Plus grand public, plus facile d’accès et allégé par rapport à la première version, ce livret pourrait prochainement être traduit en espagnol, en anglais et dans une langue non européenne. Il ne peut pourtant pas tout régler. « Le réflexe de coordination du parcours de soins doit être systématique pour les oncologues comme pour les autres spécialités. Néanmoins, bien souvent, les personnes que l’on rencontre dans les associations déclarent qu’elles sont elles-mêmes coordinatrices de leur parcours de soins, précise la directrice de Sidaction. Le livret est aussi utile pour ça. Rien que le fait de pouvoir informer leur oncologue de l’existence de la réunion de concertation pluridisciplinaire d’ONCOVIH [ii] peut être d’une grande aide ! »

Notes et références

[i] D’autres cancers, non classant sida, demeurent également plus répandus chez les PVVIH que dans la population générale, possiblement ou majoritairement associés à des virus pro-oncologiques : la maladie de Hodgkin (associée au virus d’Epstein-Barr), le cancer anal (associé aux HPV), le cancer du foie (associé aux virus des hépatites B ou C). La littérature montre aussi que les PVVIH sont davantage touchées par le cancer du poumon, la consommation de tabac étant plus importante dans cette population que dans la population générale.

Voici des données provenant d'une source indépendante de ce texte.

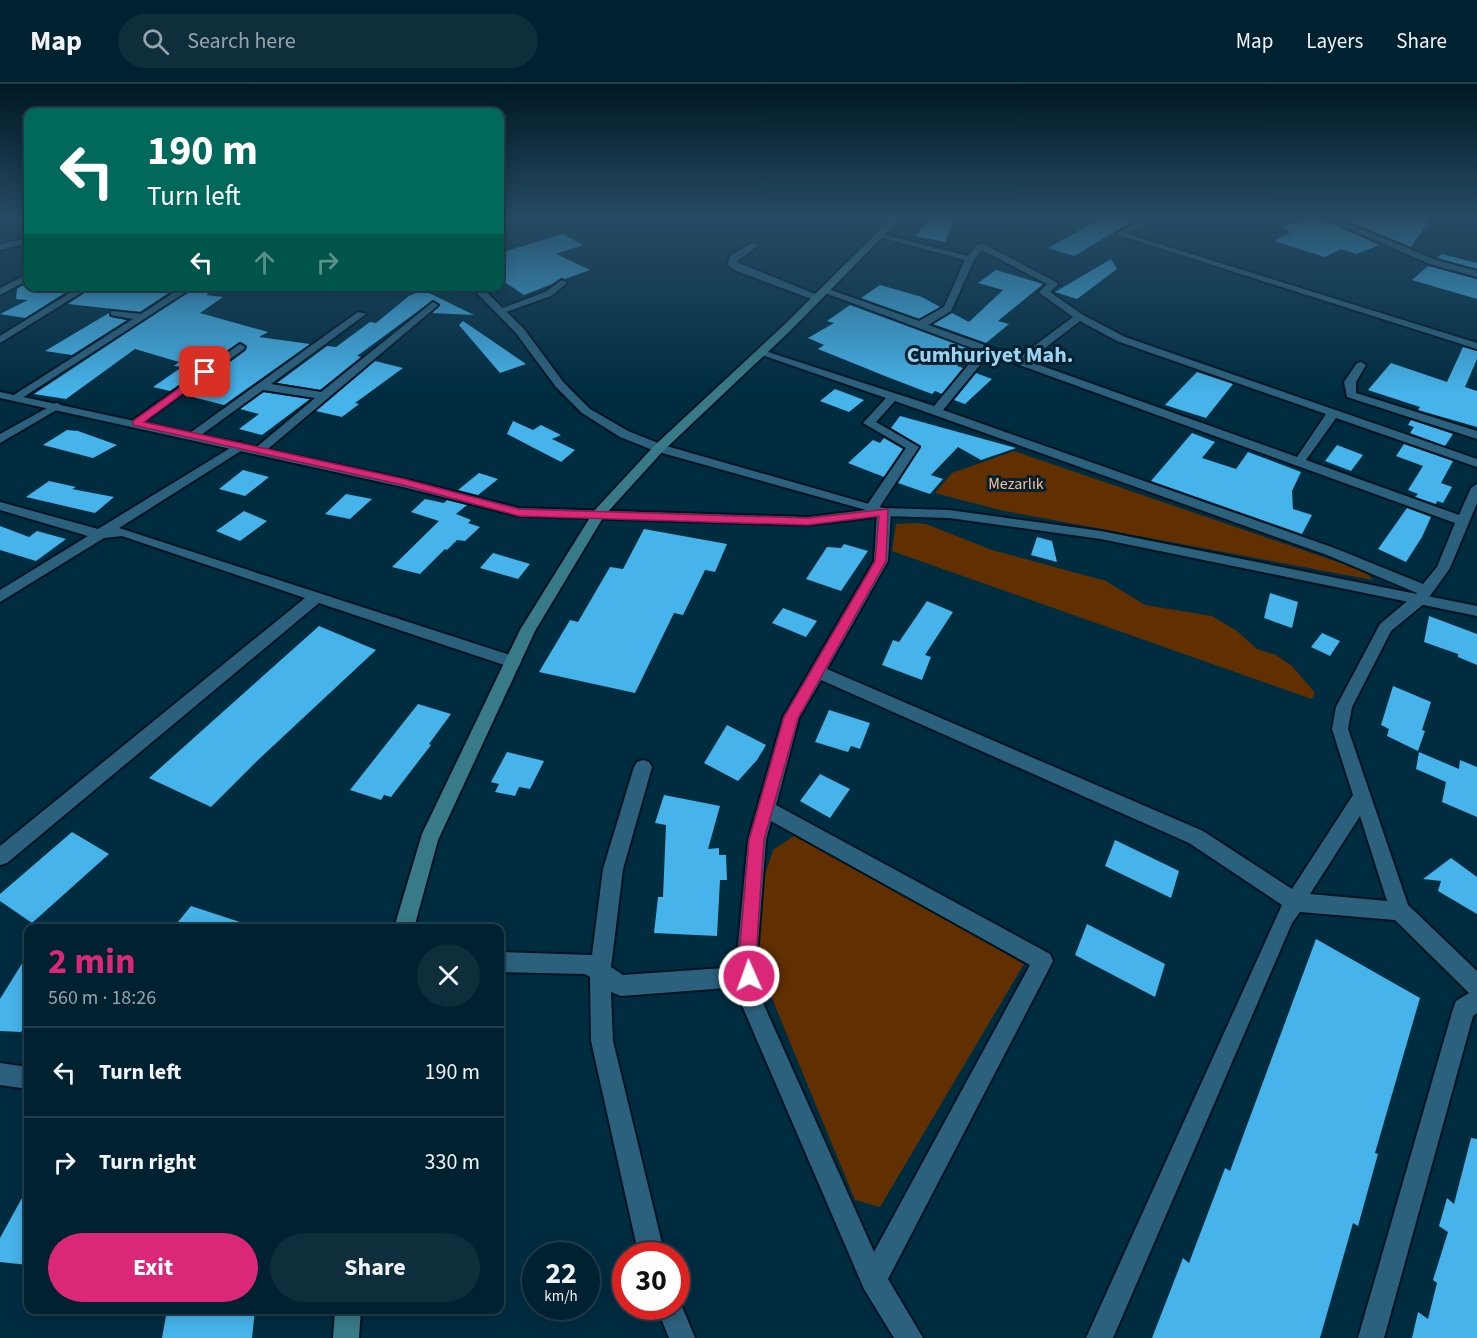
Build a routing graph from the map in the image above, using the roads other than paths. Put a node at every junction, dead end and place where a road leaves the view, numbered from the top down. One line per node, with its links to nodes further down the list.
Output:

[ii] La réunion de la concertation interdisciplinaire (RCP), tous les 15 jours en visioconférence assurée via le réseau CancerVIH, est précieuse. Elle peut être l’unique RCP pour le patient ou en complément d’une RCP locale ou nationale. Il existe une RCP nationale, créée en 2014, et accessible par webconférence à tous les médecins de France et des DOM-TOM, et des RCP régionales, comme celles de la région Paca à Marseille ou de la région Auvergne à Clermont-Ferrand.